> Task brief
Show every line of the data that includes the word "roads".

> Excerpted records
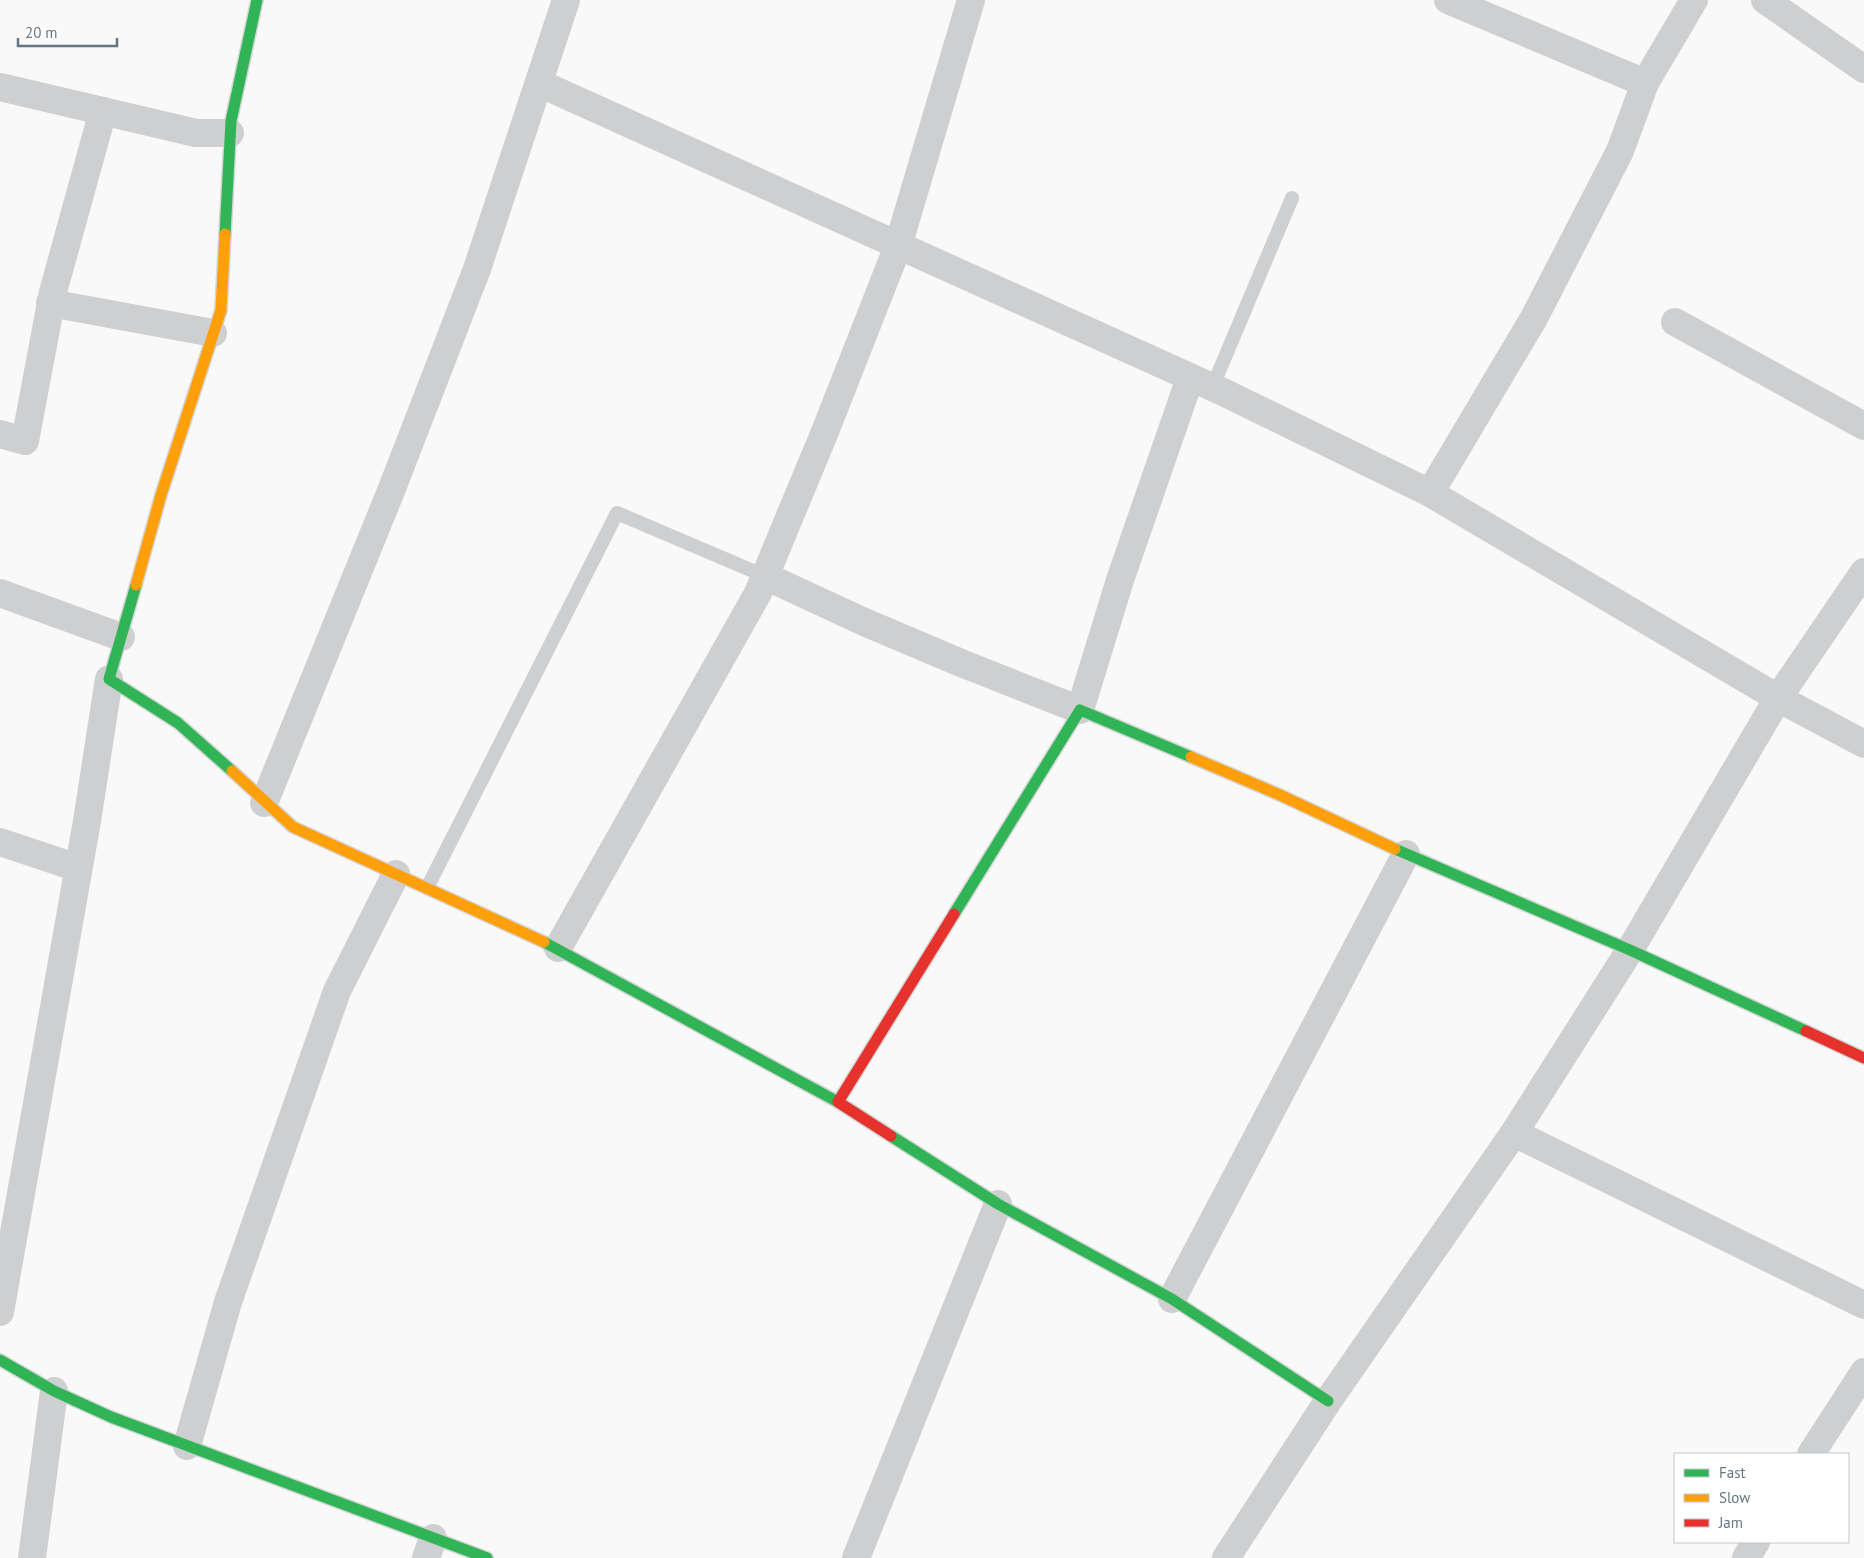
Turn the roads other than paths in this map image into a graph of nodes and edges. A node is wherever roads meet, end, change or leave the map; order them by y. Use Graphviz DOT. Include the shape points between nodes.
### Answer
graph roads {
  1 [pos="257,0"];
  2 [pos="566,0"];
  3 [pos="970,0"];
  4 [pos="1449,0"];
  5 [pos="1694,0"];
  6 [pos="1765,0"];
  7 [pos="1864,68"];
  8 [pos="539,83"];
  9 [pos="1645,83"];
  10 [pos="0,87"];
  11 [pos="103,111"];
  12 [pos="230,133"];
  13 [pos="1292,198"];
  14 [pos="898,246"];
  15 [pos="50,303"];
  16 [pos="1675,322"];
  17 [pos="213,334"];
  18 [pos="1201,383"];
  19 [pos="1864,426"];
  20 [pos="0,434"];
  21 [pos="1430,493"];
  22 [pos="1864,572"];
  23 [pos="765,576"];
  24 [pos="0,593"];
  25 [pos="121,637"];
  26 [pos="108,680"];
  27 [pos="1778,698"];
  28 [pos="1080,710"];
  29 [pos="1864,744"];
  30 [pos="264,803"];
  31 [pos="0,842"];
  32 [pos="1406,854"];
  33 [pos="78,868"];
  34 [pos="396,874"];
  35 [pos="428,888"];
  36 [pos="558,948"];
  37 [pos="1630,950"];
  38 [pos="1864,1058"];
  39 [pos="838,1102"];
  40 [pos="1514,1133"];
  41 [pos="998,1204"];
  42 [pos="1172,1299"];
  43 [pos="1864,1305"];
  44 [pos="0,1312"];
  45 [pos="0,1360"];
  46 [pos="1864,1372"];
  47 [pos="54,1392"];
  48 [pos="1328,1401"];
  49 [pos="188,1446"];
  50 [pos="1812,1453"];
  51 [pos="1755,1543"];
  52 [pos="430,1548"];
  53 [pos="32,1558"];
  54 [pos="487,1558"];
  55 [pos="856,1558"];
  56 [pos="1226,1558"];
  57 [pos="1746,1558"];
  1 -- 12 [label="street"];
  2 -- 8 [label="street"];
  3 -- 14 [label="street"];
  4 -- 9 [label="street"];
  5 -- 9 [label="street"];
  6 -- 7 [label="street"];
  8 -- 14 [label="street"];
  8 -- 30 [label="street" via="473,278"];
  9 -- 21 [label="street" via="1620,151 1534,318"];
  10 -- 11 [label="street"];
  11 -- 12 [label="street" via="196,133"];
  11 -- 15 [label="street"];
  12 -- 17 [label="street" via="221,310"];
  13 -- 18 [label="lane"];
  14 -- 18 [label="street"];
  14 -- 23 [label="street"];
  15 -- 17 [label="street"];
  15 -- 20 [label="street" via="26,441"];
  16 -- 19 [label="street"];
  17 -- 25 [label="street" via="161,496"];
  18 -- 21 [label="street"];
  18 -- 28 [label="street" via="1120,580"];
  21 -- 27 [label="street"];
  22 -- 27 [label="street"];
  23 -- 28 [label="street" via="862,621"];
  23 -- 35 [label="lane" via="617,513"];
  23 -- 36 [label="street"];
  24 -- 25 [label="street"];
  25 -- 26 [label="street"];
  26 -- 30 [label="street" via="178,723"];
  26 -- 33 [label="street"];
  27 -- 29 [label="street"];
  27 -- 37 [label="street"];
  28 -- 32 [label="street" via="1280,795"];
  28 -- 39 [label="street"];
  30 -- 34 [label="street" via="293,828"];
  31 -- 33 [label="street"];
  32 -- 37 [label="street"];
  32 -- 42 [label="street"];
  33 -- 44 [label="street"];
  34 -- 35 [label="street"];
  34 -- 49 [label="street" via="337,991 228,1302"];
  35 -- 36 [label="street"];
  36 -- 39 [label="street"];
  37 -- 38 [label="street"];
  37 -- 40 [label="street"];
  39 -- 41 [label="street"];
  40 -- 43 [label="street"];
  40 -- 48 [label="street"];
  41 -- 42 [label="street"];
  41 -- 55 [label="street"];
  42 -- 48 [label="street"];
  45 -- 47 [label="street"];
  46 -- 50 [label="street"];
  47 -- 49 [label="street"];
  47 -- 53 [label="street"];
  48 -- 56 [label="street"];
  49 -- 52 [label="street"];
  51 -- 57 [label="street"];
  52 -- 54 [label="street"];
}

> Your response
Turn the roads other than paths in this map image into a graph of nodes and edges. A node is wherever roads meet, end, change or leave the map; order them by y. Use Graphviz DOT. Include the shape points between nodes.
graph roads {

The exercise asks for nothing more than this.